### PROMPT
Copy each line from the records below in which the word "place" is found.

### MATERIAL FOR THE TASK
======
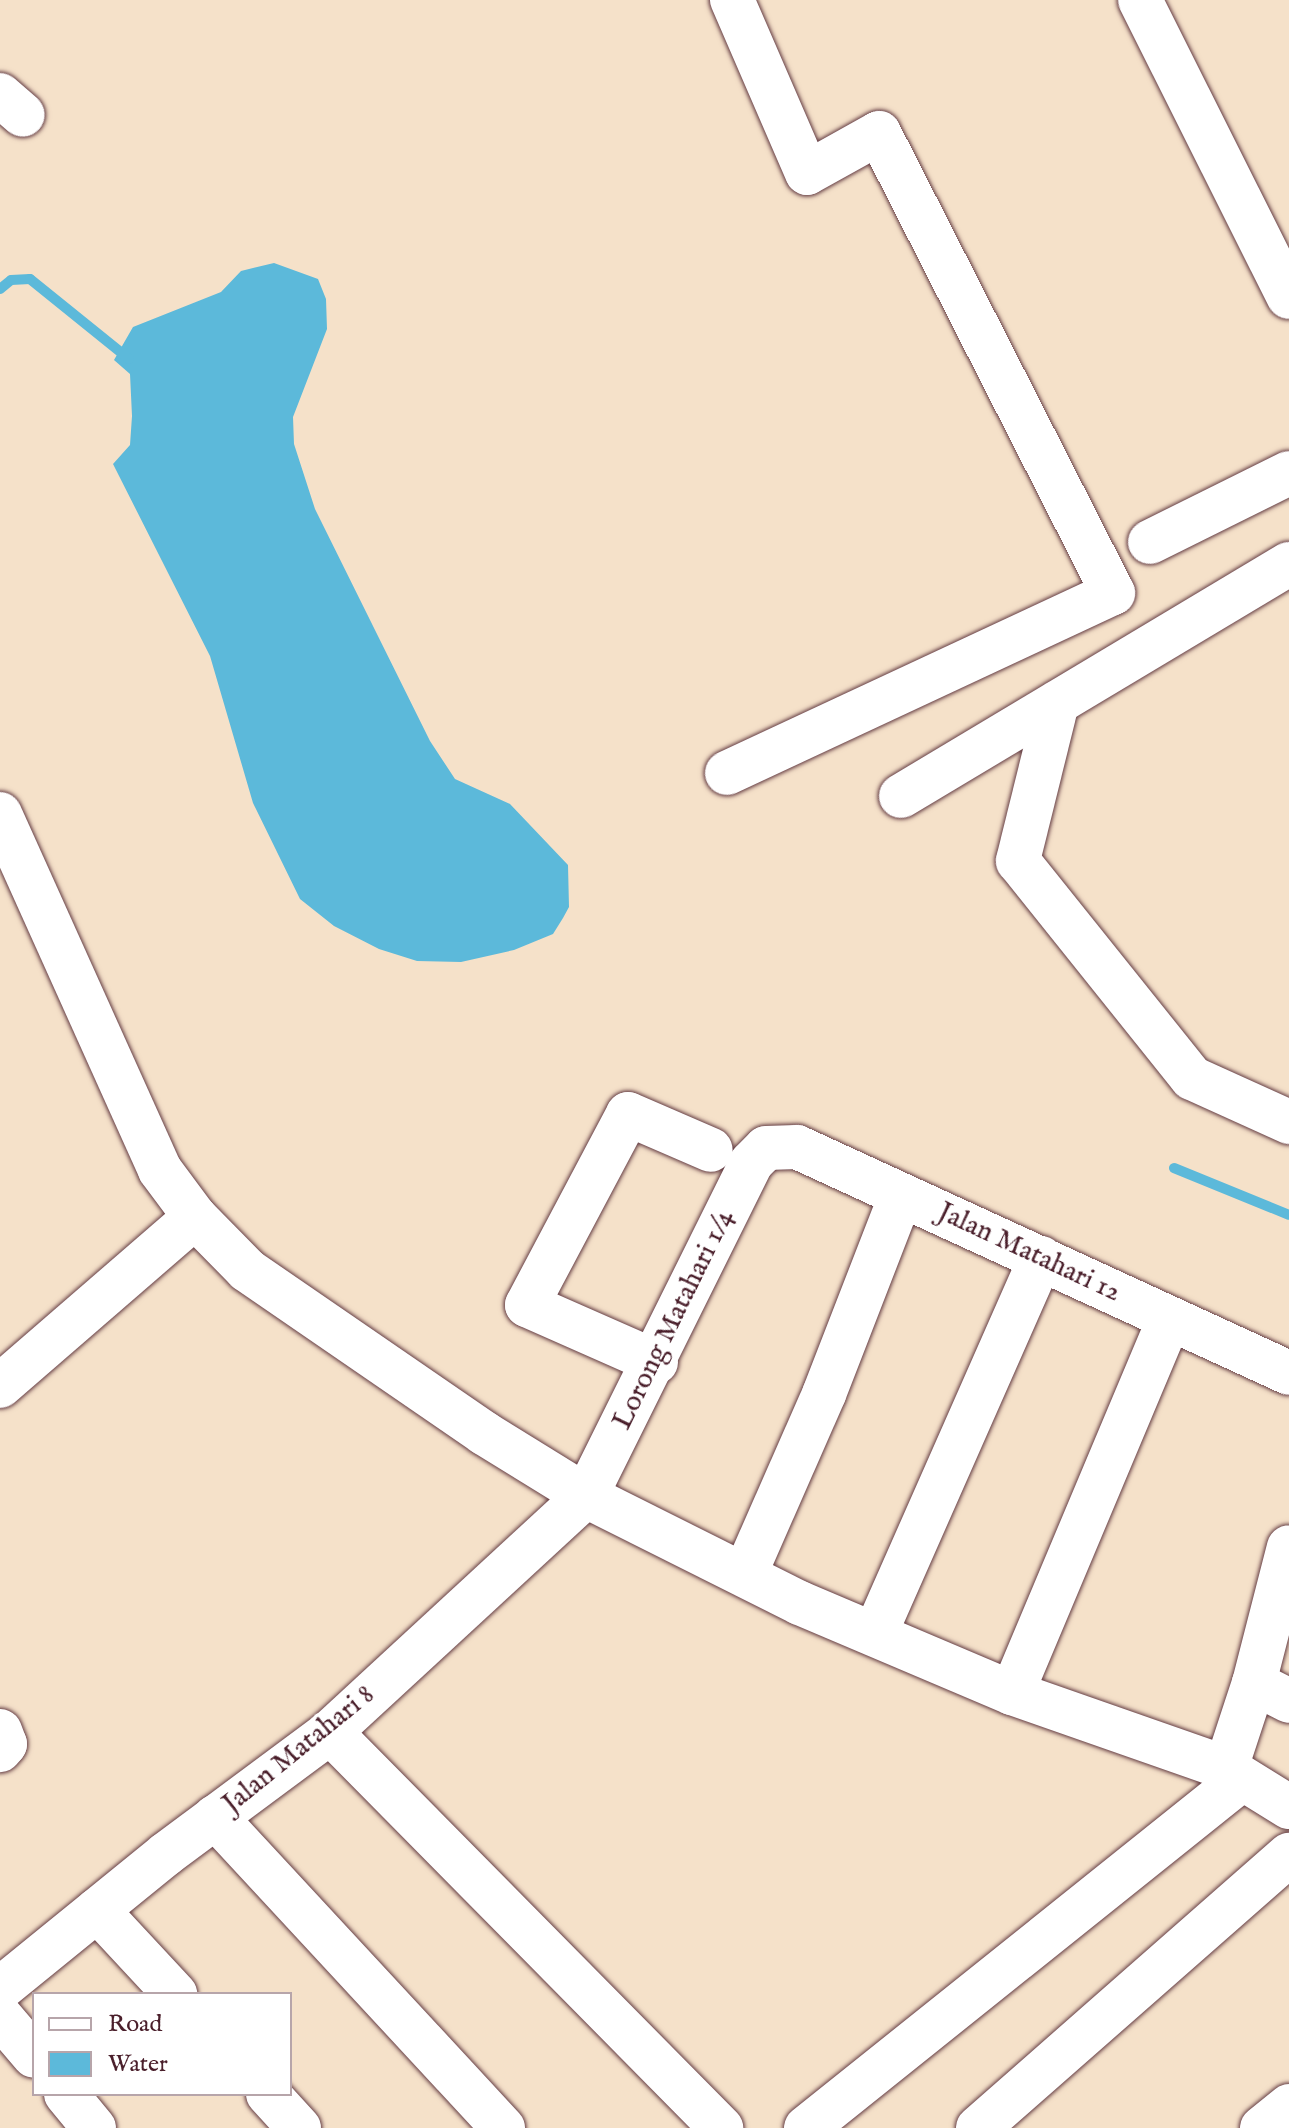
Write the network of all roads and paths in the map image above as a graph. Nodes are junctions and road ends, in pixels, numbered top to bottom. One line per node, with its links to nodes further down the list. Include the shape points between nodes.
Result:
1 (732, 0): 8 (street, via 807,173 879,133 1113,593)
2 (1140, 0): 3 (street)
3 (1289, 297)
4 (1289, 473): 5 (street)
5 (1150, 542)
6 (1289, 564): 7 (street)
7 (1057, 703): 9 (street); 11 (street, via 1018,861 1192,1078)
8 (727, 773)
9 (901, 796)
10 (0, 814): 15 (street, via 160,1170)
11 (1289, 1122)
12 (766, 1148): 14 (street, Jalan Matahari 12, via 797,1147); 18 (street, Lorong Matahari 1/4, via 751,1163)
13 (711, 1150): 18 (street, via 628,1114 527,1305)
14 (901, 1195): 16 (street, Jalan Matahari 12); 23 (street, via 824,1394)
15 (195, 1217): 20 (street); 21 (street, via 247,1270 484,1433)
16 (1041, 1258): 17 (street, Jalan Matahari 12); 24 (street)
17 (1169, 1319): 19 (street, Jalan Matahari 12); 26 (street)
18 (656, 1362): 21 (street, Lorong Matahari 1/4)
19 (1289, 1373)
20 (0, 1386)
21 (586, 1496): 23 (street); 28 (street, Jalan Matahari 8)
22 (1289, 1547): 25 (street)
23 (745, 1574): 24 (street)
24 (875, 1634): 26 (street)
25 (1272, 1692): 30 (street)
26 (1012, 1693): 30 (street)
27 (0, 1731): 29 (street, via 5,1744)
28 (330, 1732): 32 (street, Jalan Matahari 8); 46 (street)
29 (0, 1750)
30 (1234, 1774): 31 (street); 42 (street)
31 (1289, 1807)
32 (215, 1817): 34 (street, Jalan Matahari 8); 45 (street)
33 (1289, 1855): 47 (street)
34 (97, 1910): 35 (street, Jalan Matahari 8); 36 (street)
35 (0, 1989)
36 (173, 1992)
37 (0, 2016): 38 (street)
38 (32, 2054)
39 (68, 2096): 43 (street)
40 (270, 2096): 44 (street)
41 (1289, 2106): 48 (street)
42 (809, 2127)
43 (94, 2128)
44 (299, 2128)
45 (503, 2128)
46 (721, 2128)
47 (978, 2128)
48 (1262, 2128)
======
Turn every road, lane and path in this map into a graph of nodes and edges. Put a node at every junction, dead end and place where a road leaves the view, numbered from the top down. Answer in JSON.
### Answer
======
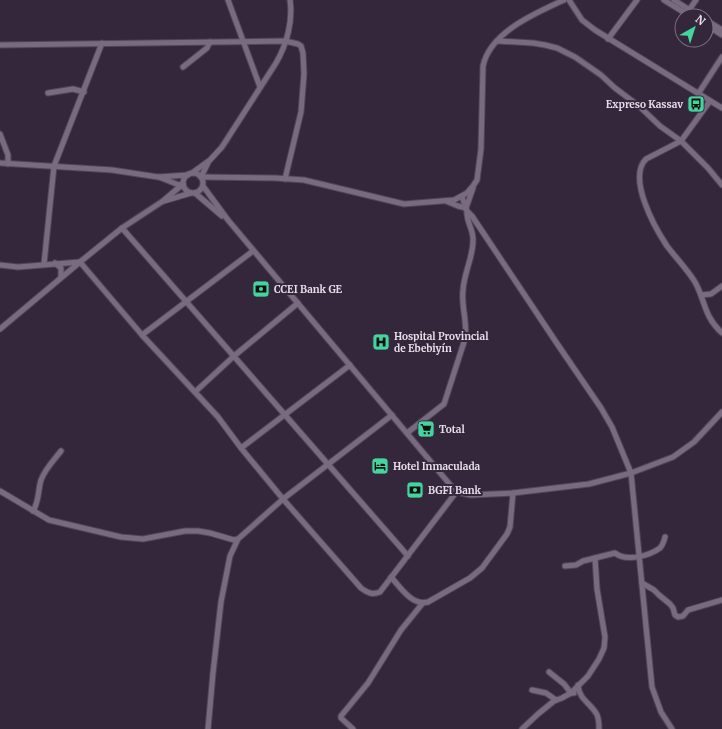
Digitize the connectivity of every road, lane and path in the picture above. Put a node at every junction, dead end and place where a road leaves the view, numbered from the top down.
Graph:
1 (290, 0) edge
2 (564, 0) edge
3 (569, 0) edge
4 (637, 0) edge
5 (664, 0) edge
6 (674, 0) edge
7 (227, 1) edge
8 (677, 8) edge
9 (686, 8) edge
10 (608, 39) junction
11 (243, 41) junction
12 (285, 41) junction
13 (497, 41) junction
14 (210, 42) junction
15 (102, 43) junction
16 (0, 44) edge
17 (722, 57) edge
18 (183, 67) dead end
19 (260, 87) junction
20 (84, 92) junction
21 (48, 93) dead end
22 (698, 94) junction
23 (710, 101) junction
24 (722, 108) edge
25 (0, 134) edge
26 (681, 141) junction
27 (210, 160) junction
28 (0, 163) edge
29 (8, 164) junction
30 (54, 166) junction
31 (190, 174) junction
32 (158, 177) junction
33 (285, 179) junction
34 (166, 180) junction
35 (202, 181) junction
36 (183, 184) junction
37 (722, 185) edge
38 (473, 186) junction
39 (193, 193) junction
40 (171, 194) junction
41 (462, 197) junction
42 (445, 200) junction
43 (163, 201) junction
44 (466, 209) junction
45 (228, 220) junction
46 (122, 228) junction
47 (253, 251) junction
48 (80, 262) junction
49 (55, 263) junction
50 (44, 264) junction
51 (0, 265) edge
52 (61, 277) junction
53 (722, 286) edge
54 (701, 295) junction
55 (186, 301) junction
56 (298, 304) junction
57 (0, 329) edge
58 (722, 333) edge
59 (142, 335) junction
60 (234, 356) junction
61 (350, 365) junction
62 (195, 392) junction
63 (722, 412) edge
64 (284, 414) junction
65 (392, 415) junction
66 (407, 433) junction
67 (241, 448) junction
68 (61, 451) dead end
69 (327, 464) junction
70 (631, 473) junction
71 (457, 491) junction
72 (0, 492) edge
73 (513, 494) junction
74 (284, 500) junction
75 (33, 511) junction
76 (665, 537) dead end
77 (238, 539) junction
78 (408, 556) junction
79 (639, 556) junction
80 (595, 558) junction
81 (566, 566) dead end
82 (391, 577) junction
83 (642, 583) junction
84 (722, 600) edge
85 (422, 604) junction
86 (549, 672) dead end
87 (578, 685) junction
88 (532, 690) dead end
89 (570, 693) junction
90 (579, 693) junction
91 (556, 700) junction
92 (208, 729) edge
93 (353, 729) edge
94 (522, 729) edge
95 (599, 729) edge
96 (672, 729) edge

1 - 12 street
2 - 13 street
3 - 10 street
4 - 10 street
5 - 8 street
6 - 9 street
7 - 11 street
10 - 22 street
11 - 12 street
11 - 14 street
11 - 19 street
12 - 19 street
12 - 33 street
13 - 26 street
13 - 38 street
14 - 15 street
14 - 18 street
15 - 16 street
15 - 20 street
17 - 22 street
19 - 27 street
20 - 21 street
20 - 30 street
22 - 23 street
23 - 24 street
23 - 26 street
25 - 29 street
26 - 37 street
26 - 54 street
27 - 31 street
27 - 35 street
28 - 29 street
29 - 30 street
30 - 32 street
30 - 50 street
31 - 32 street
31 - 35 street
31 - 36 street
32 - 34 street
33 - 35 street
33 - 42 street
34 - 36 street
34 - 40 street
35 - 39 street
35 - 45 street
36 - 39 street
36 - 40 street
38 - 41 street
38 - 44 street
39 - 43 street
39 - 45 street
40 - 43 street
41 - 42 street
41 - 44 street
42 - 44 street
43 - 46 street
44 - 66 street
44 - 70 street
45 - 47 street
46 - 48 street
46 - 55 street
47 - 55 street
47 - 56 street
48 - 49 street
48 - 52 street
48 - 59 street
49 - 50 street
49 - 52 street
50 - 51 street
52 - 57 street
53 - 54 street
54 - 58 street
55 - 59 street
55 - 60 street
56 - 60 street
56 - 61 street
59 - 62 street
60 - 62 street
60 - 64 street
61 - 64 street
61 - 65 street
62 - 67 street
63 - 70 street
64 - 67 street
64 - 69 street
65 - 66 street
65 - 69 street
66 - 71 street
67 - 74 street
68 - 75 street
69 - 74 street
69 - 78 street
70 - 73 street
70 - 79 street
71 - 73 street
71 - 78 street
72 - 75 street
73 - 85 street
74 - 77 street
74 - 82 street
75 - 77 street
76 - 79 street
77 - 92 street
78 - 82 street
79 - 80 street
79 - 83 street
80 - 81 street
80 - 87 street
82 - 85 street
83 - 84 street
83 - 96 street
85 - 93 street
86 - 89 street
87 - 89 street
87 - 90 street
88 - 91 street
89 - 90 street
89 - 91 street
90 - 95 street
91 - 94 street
======
### RESPONSE BOX
Turn every road, lane and path in this map into a graph of nodes and edges. Put a node at every junction, dead end and place where a road leaves the view, numbered from the top down. Answer in JSON.
Digitize the connectivity of every road, lane and path in the picture above. Put a node at every junction, dead end and place where a road leaves the view, numbered from the top down.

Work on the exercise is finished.